_Task description_
Where a line of the data holds the word "main", copy that line.

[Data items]
>>>

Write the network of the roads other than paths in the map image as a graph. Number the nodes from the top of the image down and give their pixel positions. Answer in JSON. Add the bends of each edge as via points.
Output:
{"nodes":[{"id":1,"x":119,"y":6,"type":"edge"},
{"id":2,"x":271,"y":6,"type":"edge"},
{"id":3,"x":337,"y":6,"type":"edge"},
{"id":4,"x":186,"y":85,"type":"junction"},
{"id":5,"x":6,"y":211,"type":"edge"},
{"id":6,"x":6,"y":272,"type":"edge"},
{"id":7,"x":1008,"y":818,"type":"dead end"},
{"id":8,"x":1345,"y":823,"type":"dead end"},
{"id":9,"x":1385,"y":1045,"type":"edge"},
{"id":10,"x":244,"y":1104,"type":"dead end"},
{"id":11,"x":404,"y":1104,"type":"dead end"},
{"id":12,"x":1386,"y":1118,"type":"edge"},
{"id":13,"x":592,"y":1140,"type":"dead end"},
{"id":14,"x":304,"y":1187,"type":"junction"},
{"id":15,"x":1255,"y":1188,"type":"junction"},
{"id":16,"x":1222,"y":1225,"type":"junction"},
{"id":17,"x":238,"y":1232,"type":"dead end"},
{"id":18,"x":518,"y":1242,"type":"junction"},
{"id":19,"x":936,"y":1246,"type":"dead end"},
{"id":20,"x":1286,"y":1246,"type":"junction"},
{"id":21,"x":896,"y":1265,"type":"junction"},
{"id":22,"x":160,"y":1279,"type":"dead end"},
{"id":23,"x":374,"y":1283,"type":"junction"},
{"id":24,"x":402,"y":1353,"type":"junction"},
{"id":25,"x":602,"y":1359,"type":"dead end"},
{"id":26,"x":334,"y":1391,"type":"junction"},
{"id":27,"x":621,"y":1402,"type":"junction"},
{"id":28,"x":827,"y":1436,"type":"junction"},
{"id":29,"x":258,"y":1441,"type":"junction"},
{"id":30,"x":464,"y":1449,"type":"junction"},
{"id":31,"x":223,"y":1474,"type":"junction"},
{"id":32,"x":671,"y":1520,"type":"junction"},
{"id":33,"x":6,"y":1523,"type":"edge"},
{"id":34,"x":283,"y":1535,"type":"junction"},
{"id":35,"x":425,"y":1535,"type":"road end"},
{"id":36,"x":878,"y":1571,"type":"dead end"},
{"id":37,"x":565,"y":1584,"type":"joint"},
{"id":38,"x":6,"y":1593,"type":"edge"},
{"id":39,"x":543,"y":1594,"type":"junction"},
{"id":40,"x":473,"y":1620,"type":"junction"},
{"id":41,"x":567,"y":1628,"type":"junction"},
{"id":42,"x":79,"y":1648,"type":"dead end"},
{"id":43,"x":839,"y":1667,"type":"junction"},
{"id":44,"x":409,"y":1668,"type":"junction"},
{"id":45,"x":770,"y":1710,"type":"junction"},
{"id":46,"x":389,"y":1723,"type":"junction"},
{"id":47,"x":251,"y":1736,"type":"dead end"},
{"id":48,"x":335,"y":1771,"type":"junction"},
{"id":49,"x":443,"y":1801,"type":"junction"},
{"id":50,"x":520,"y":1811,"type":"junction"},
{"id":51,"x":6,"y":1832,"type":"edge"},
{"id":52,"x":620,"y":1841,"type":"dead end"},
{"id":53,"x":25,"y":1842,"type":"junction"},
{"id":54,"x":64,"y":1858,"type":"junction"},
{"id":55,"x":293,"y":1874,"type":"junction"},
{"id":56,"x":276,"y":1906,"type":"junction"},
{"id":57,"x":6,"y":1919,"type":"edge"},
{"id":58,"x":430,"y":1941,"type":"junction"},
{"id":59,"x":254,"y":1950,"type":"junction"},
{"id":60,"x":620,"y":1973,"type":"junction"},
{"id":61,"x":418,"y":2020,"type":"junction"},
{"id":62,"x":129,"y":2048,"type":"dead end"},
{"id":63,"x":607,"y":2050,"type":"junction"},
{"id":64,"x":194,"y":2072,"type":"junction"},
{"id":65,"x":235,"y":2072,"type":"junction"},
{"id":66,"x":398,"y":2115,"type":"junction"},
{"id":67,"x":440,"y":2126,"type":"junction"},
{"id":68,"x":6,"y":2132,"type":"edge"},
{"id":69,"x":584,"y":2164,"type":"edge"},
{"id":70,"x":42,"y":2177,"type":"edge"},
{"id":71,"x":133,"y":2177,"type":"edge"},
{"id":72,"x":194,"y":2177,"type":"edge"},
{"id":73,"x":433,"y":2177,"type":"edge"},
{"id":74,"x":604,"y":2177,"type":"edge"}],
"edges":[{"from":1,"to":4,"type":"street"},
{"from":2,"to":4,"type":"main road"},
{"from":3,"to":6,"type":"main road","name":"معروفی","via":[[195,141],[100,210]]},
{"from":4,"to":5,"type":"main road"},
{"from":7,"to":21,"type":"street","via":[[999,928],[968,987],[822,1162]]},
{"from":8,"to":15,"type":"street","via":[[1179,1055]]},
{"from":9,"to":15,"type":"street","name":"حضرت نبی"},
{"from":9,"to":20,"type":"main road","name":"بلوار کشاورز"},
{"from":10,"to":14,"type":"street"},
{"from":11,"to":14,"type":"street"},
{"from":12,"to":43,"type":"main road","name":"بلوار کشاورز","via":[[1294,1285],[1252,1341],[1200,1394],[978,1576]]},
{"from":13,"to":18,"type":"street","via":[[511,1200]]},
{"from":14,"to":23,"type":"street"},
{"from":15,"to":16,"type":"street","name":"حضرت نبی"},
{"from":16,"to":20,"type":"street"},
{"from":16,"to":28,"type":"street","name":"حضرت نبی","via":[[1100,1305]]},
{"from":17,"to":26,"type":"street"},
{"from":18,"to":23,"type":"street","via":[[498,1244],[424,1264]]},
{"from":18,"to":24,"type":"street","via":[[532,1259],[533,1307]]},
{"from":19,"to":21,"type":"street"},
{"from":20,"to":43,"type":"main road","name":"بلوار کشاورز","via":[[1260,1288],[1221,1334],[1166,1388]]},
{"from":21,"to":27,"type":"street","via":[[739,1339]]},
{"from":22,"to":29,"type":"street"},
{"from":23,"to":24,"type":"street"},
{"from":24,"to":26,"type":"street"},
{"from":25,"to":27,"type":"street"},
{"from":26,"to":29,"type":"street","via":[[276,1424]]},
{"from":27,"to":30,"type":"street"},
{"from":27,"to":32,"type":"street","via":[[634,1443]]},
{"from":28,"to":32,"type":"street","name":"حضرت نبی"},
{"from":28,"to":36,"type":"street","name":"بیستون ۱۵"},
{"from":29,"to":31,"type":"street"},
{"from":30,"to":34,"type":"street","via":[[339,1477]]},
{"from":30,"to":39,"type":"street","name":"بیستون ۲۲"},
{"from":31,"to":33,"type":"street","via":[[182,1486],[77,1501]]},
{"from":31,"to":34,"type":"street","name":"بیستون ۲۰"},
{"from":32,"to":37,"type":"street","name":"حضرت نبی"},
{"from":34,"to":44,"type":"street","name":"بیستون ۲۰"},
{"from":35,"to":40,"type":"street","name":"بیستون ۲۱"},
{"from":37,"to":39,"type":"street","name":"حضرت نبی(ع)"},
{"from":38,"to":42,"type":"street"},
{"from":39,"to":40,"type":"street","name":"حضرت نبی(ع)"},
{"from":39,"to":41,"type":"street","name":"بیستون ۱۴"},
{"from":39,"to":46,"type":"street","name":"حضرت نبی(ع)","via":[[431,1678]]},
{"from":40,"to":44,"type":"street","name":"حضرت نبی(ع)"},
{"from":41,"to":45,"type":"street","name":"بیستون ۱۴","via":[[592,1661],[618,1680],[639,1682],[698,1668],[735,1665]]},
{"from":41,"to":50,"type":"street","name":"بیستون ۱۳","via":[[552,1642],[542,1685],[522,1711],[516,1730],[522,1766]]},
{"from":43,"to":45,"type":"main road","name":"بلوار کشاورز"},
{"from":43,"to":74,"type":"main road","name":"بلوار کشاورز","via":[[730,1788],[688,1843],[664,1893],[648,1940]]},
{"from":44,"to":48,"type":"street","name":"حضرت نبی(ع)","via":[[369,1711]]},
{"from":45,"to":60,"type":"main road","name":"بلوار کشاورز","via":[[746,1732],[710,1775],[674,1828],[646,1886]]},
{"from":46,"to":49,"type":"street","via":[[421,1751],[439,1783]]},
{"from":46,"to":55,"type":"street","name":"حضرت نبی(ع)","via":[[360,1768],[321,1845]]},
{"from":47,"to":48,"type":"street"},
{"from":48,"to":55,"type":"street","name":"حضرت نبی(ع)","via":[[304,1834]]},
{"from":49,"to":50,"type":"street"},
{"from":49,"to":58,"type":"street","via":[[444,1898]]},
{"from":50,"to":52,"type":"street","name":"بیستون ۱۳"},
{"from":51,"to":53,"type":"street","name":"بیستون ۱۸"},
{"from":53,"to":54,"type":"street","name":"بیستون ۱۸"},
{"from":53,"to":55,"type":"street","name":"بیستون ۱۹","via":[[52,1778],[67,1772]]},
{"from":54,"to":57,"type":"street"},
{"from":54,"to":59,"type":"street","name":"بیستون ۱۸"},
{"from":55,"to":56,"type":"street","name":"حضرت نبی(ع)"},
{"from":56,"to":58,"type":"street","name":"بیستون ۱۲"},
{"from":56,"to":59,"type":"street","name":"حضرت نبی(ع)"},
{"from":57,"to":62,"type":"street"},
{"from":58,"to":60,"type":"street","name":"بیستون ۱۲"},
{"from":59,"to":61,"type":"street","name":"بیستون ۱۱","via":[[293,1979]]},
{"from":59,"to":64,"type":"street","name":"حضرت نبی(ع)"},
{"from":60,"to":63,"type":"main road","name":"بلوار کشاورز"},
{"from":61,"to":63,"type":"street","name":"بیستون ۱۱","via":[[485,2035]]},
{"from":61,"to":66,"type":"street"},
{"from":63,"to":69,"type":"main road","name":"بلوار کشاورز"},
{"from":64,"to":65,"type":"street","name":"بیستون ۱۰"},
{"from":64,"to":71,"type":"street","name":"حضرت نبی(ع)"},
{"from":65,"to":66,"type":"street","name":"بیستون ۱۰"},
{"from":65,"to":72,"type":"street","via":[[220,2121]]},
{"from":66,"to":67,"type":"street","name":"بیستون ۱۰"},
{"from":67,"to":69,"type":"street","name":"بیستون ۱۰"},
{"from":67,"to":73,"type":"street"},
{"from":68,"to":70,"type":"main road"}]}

<<<

_Solution to this problem_
{"from":2,"to":4,"type":"main road"},
{"from":3,"to":6,"type":"main road","name":"معروفی","via":[[195,141],[100,210]]},
{"from":4,"to":5,"type":"main road"},
{"from":9,"to":20,"type":"main road","name":"بلوار کشاورز"},
{"from":12,"to":43,"type":"main road","name":"بلوار کشاورز","via":[[1294,1285],[1252,1341],[1200,1394],[978,1576]]},
{"from":20,"to":43,"type":"main road","name":"بلوار کشاورز","via":[[1260,1288],[1221,1334],[1166,1388]]},
{"from":43,"to":45,"type":"main road","name":"بلوار کشاورز"},
{"from":43,"to":74,"type":"main road","name":"بلوار کشاورز","via":[[730,1788],[688,1843],[664,1893],[648,1940]]},
{"from":45,"to":60,"type":"main road","name":"بلوار کشاورز","via":[[746,1732],[710,1775],[674,1828],[646,1886]]},
{"from":60,"to":63,"type":"main road","name":"بلوار کشاورز"},
{"from":63,"to":69,"type":"main road","name":"بلوار کشاورز"},
{"from":68,"to":70,"type":"main road"}]}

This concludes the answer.